Mesmo hoje, um cenário em
especial me conecta com
Monk: café preto forte, um cinzeiro repleto de pontas de cigarro, um conjunto de grandes
alto-falantes JBL, um romance
parcialmente lido (pode ser algo de Georges Bataille ou William Faulkner), o primeiro
suéter do outono, a solidão
friorenta de um pequeno café
onde se toca jazz.
Ainda adoro imaginar essa
cena. Talvez ela tenha pouca ligação com qualquer coisa que
tenha acontecido de fato, mas
está preservada em minha memória, perfeitamente equilibrada, como uma foto bem
composta.
A música de Monk era obstinada e doce, intelectual e excêntrica; entretanto, por alguma razão que nunca fui capaz
de identificar, ela sempre acertava o alvo em cheio.
Era como um "homem misterioso" que aparece sem aviso
prévio, coloca algum objeto incrível sobre a mesa e então some sem dizer palavra.
Ouvir a música de Monk
quando se está sozinho é como
abraçar algo misterioso.
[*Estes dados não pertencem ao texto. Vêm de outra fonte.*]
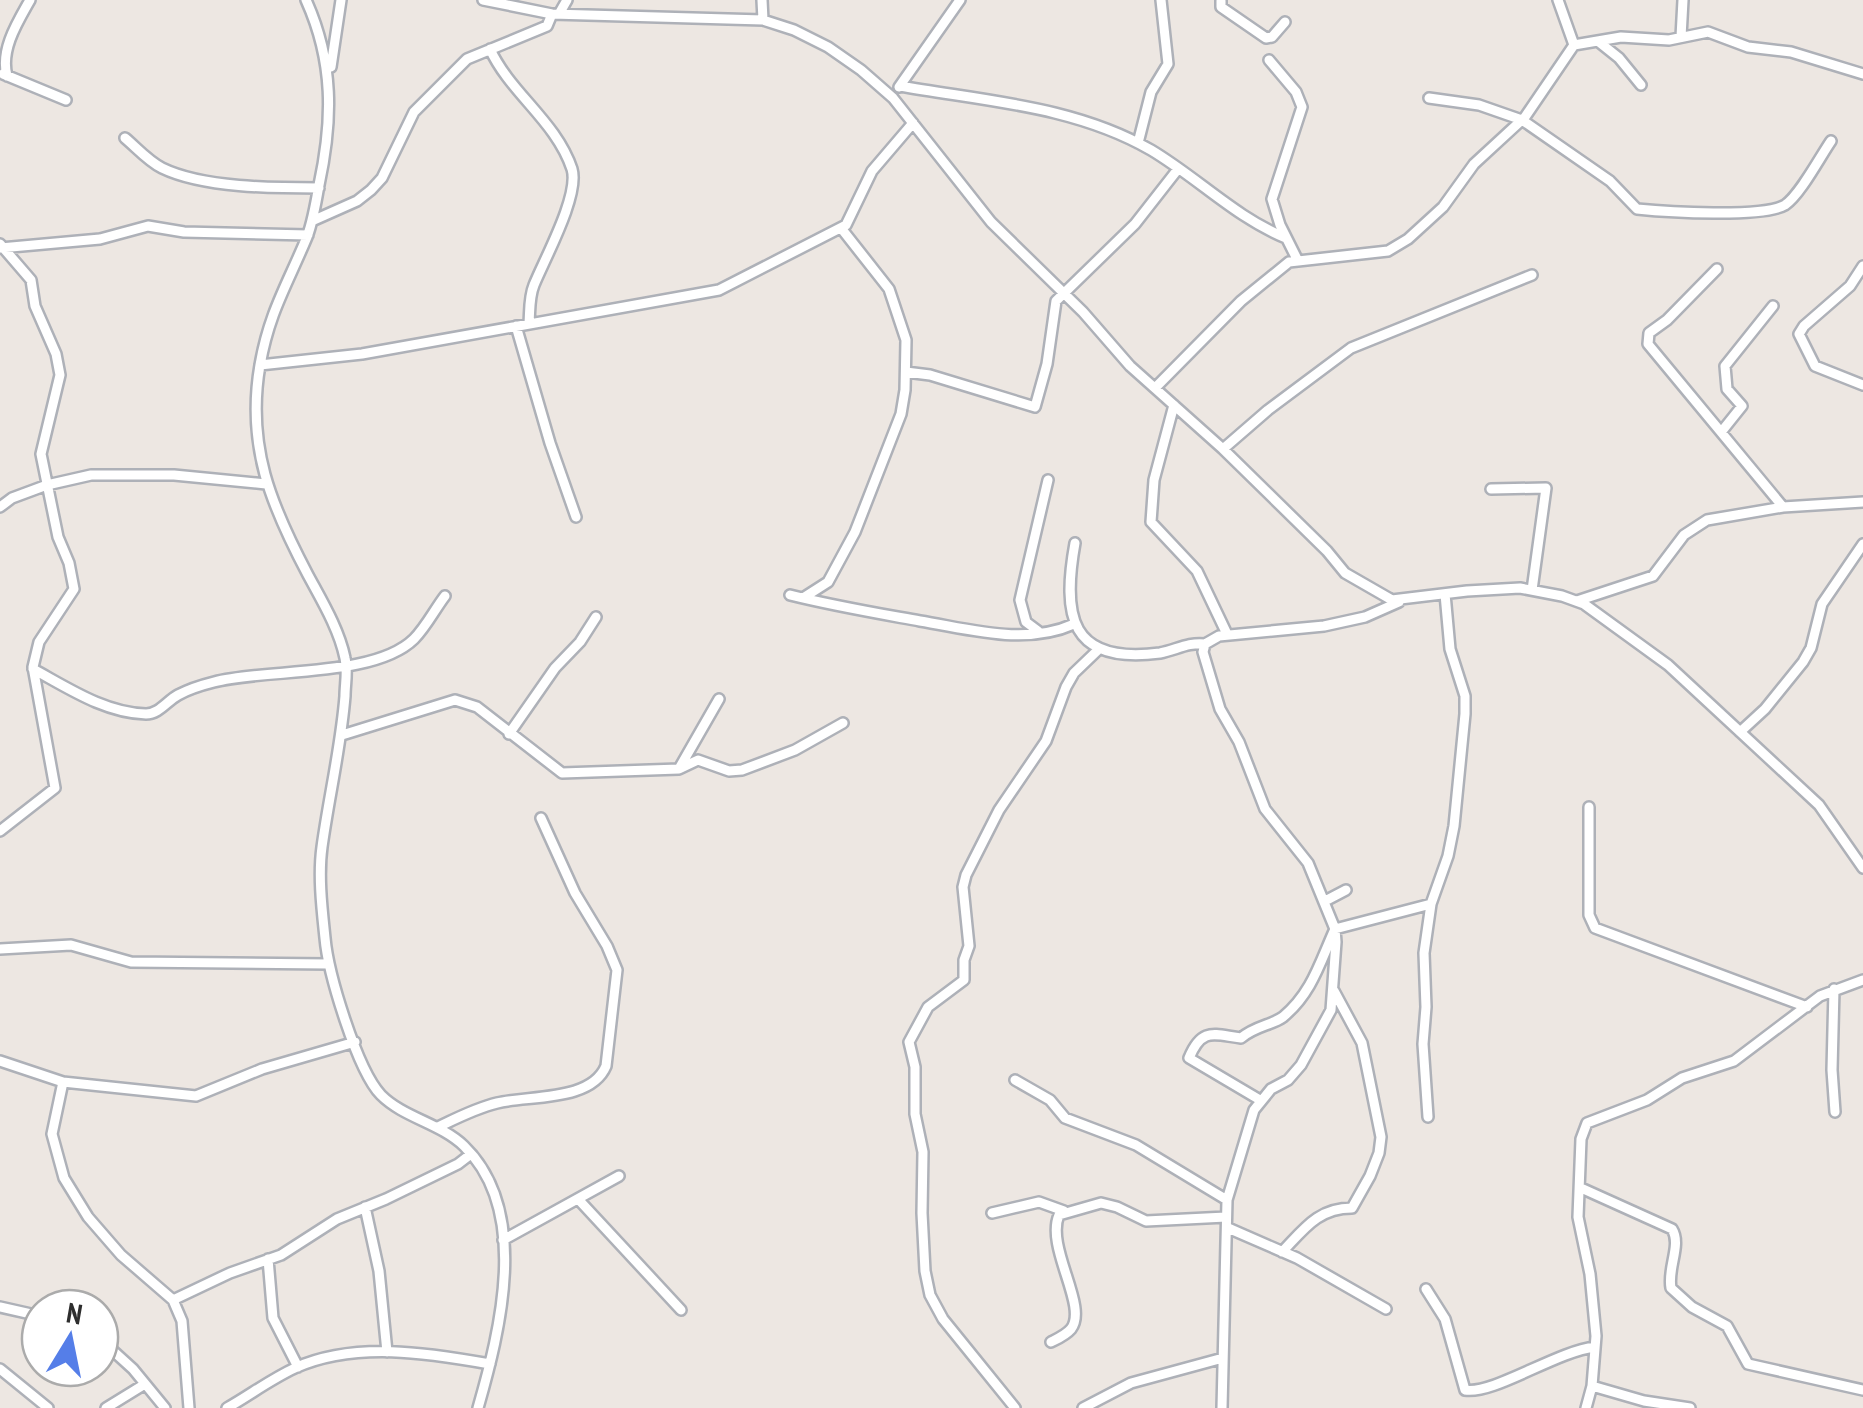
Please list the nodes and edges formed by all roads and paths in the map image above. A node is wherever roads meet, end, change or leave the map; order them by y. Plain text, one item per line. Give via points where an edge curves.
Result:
1 (30, 0) edge
2 (306, 0) edge
3 (340, 0) edge
4 (483, 0) edge
5 (567, 0) edge
6 (762, 0) edge
7 (960, 0) edge
8 (1161, 0) edge
9 (1208, 0) edge
10 (1222, 0) edge
11 (1558, 0) edge
12 (1684, 0) edge
13 (556, 14) junction
14 (763, 20) junction
15 (1285, 22) dead end
16 (1680, 37) junction
17 (1598, 42) junction
18 (1574, 45) junction
19 (490, 49) junction
20 (1269, 60) dead end
21 (1863, 74) edge
22 (4, 75) edge
23 (330, 79) junction
24 (1640, 85) dead end
25 (900, 86) junction
26 (893, 98) junction
27 (1428, 98) dead end
28 (66, 100) dead end
29 (1522, 120) junction
30 (913, 123) junction
31 (126, 138) dead end
32 (1831, 141) dead end
33 (1138, 143) junction
34 (1178, 169) junction
35 (319, 188) junction
36 (312, 222) junction
37 (841, 228) junction
38 (308, 235) junction
39 (1286, 238) junction
40 (1, 247) edge
41 (1296, 259) junction
42 (1863, 266) edge
43 (1717, 269) dead end
44 (1532, 275) dead end
45 (1062, 293) junction
46 (1773, 306) dead end
47 (529, 323) junction
48 (516, 326) junction
49 (260, 365) junction
50 (906, 372) junction
51 (1863, 385) edge
52 (1155, 388) junction
53 (1174, 405) junction
54 (1722, 431) junction
55 (1222, 450) junction
56 (1048, 480) dead end
57 (266, 484) junction
58 (46, 485) junction
59 (0, 490) edge
60 (1491, 490) dead end
61 (12, 498) junction
62 (1863, 502) edge
63 (0, 507) edge
64 (1783, 507) junction
65 (576, 516) dead end
66 (1075, 543) dead end
67 (1863, 544) edge
68 (1860, 557) edge
69 (1532, 590) junction
70 (1445, 594) junction
71 (790, 595) dead end
72 (445, 596) dead end
73 (802, 598) junction
74 (1401, 601) junction
75 (1577, 601) junction
76 (596, 617) dead end
77 (1074, 624) junction
78 (1040, 632) junction
79 (1227, 634) junction
80 (1205, 644) junction
81 (1099, 648) junction
82 (347, 666) junction
83 (33, 669) junction
84 (719, 699) dead end
85 (843, 722) dead end
86 (1740, 732) junction
87 (509, 734) junction
88 (342, 735) junction
89 (679, 769) junction
90 (1589, 807) dead end
91 (541, 818) dead end
92 (0, 832) edge
93 (1863, 868) edge
94 (1346, 890) dead end
95 (1325, 901) junction
96 (1431, 904) junction
97 (1335, 929) junction
98 (0, 949) edge
99 (328, 964) junction
100 (1863, 980) edge
101 (1834, 990) junction
102 (1334, 991) junction
103 (1807, 1007) junction
104 (355, 1042) junction
105 (0, 1061) edge
106 (1015, 1080) dead end
107 (63, 1082) junction
108 (1260, 1100) junction
109 (1835, 1112) dead end
110 (1428, 1117) dead end
111 (438, 1127) junction
112 (471, 1154) junction
113 (620, 1176) dead end
114 (1580, 1188) junction
115 (578, 1199) junction
116 (1227, 1200) junction
117 (365, 1207) junction
118 (1064, 1211) junction
119 (992, 1213) dead end
120 (1227, 1223) junction
121 (503, 1240) junction
122 (1282, 1252) junction
123 (268, 1259) junction
124 (1426, 1289) dead end
125 (174, 1300) junction
126 (682, 1310) dead end
127 (1386, 1310) dead end
128 (1051, 1342) dead end
129 (1595, 1348) junction
130 (387, 1352) junction
131 (120, 1355) edge
132 (1223, 1358) junction
133 (490, 1364) junction
134 (298, 1366) junction
135 (0, 1369) edge
136 (144, 1384) junction
137 (1592, 1386) junction
138 (1863, 1390) edge
139 (48, 1408) edge
140 (106, 1408) edge
141 (165, 1408) edge
142 (189, 1408) edge
143 (227, 1408) edge
144 (478, 1408) edge
145 (1015, 1408) edge
146 (1084, 1408) edge
147 (1222, 1408) edge
148 (1586, 1408) edge
149 (1690, 1408) edge

1 - 22 street via 3,48
2 - 23 street
3 - 23 street
4 - 13 street
5 - 13 street
6 - 14 street
7 - 25 street
8 - 33 street via 1168,64 1151,92
9 - 10 street
10 - 15 street via 1221,8 1266,38
11 - 18 street
12 - 16 street
13 - 14 street
13 - 19 street via 547,26
14 - 26 street via 828,47
16 - 17 street
16 - 21 street via 1708,32
17 - 18 street
17 - 24 street
18 - 29 street
19 - 36 street via 467,58 414,112 371,190
19 - 47 street via 572,172 554,242 534,286
20 - 39 street via 1302,106 1272,199
22 - 28 street
23 - 35 street
25 - 26 street
25 - 33 street via 1061,113
26 - 30 street
27 - 29 street
29 - 32 street via 1610,181 1634,208 1653,211 1736,214 1782,206
29 - 41 street via 1474,164 1443,208 1393,250
30 - 37 street via 881,158
30 - 45 street via 972,200
31 - 35 street via 170,172
33 - 34 street
34 - 39 street via 1254,224
34 - 45 street via 1116,244
35 - 36 street
36 - 38 street
37 - 47 street via 719,290
37 - 50 street via 889,289 906,340
38 - 40 street via 148,226 100,239
38 - 49 street via 277,299
39 - 41 street
40 - 58 street via 31,280 58,362 41,454
41 - 52 street via 1241,301
42 - 51 street via 1799,334 1815,366
43 - 54 street via 1646,340
44 - 55 street via 1350,348
45 - 50 street via 1035,407
45 - 52 street
46 - 54 street via 1725,366 1726,389 1742,406
47 - 48 street
48 - 49 street
48 - 65 street
49 - 57 street via 254,418
50 - 73 street via 901,414 855,532 828,582
52 - 53 street
53 - 55 street
53 - 79 street via 1154,480 1152,523 1197,572
54 - 64 street
55 - 74 street via 1345,573
56 - 78 street via 1020,600 1026,622
57 - 58 street via 154,474 91,475
57 - 82 street
58 - 61 street
58 - 83 street via 74,589 39,642
59 - 61 street
60 - 69 street via 1546,488
61 - 63 street
62 - 64 street
64 - 75 street via 1707,520 1684,536 1654,576
66 - 77 street via 1068,596
67 - 68 street
68 - 86 street via 1822,604 1803,662
69 - 70 street
69 - 75 street
70 - 74 street
70 - 96 street via 1465,714 1454,826
71 - 73 street
72 - 82 street via 412,641
73 - 78 street via 969,632
74 - 79 street via 1324,626
75 - 86 street via 1668,665
76 - 87 street
77 - 78 street
77 - 81 street
79 - 80 street
80 - 81 street via 1157,653
80 - 95 street via 1202,657 1220,709 1266,810 1308,864
81 - 145 street via 1068,683 1043,746 966,874 964,980 928,1007 909,1042 930,1294 942,1319
82 - 83 street via 216,682 150,714 92,702
82 - 88 street
83 - 92 street via 55,788
84 - 89 street
85 - 89 street via 760,765 729,770 698,760
86 - 93 street via 1819,805
87 - 88 street via 477,707 455,700
87 - 89 street via 562,773
88 - 99 street via 321,853
90 - 103 street via 1588,915 1595,928
91 - 111 street via 617,970 606,1066 586,1087 488,1106
94 - 95 street
95 - 97 street
96 - 97 street
96 - 110 street via 1423,969
97 - 102 street
97 - 108 street via 1314,981 1280,1020 1241,1038 1210,1034 1193,1048 1189,1058
98 - 99 street via 71,946 131,962
99 - 104 street
100 - 101 street
101 - 103 street
101 - 109 street
102 - 108 street via 1301,1065
102 - 122 street via 1362,1043 1379,1153 1352,1208 1324,1212
103 - 114 street via 1734,1061 1586,1124
104 - 107 street via 262,1068 196,1096
104 - 111 street via 380,1094
105 - 107 street
106 - 116 street via 1050,1100 1064,1118 1136,1145
107 - 125 street via 52,1134 68,1188 121,1255
108 - 116 street
111 - 112 street
112 - 117 street
112 - 121 street via 490,1185
113 - 115 street
114 - 129 street
114 - 138 street via 1672,1228 1677,1241 1671,1288 1727,1326 1748,1364
115 - 121 street
115 - 126 street
116 - 120 street
117 - 123 street
117 - 130 street
118 - 119 street via 1040,1202
118 - 120 street via 1101,1203 1146,1222
118 - 128 street via 1056,1219 1055,1240 1074,1324
120 - 122 street
120 - 132 street
121 - 133 street via 503,1293
122 - 127 street
123 - 125 street
123 - 134 street via 273,1318
124 - 129 street via 1444,1319 1465,1390
125 - 142 street via 182,1321
129 - 137 street
130 - 133 street
130 - 134 street
131 - 136 street
132 - 146 street via 1130,1383
132 - 147 street
133 - 144 street
134 - 143 street
135 - 139 street
136 - 140 street
136 - 141 street
137 - 148 street
137 - 149 street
Miles
Davis e John Coltrane foram
músicos de genialidade espantosa, mas nenhum deles foi um
homem misterioso, nesse sentido do termo.
Não me recordo bem quando
foi que a música de Monk começou a perder seu brilho original, quando o mistério deixou
de ser mistério. Assim como o
próprio Monk foi lentamente
sumindo na névoa, sem que eu
me desse conta disso, o mesmo
aconteceu com o equilíbrio e a
aura de mistério do cenário do
qual ele fizera parte. Então veio
a incoerência daquela menos
heróica das eras, os anos 1970.
Comprei o LP de título simétrico de Monk, "5 by Monk by
5", numa loja chamada Marumi Records, perto do santuário
Hanazono, em Shinjuku, no
centro de Tóquio. Era um disco
importado -logo, bastante caro para mim, em vista do estado de minha carteira.
Solidão
Ouvi "5 by Monk by 5" inúmeras vezes, sem nunca me entediar. Cada nota, cada frase
musical, era tão rica, tão repleta
de alimento, que era possível
espremê-la mais e mais, sem
que seu sumo se esgotasse. E
eu, com o privilégio especial
que às vezes acompanha a juventude, absorvi cada gota dele
em minhas próprias células.
A música de Monk tocava
constantemente em minha cabeça, mesmo quando estava
simplesmente andando na rua.
Mas nunca pude explicar a ninguém a razão do grande amor
que sentia por Monk. Parecia
que as palavras certas para isso
não existiam.
Então me dei conta: essa é
uma das formas mais intensas
que a solidão pode assumir.
Mas não havia problema.
Sim, eu estava só, mas estava
bem assim. Hoje me parece
que, naquela época, eu estava
determinado a reunir todas as
formas de solidão possíveis. Ao
mesmo tempo em que fumava
uma montanha de cigarros.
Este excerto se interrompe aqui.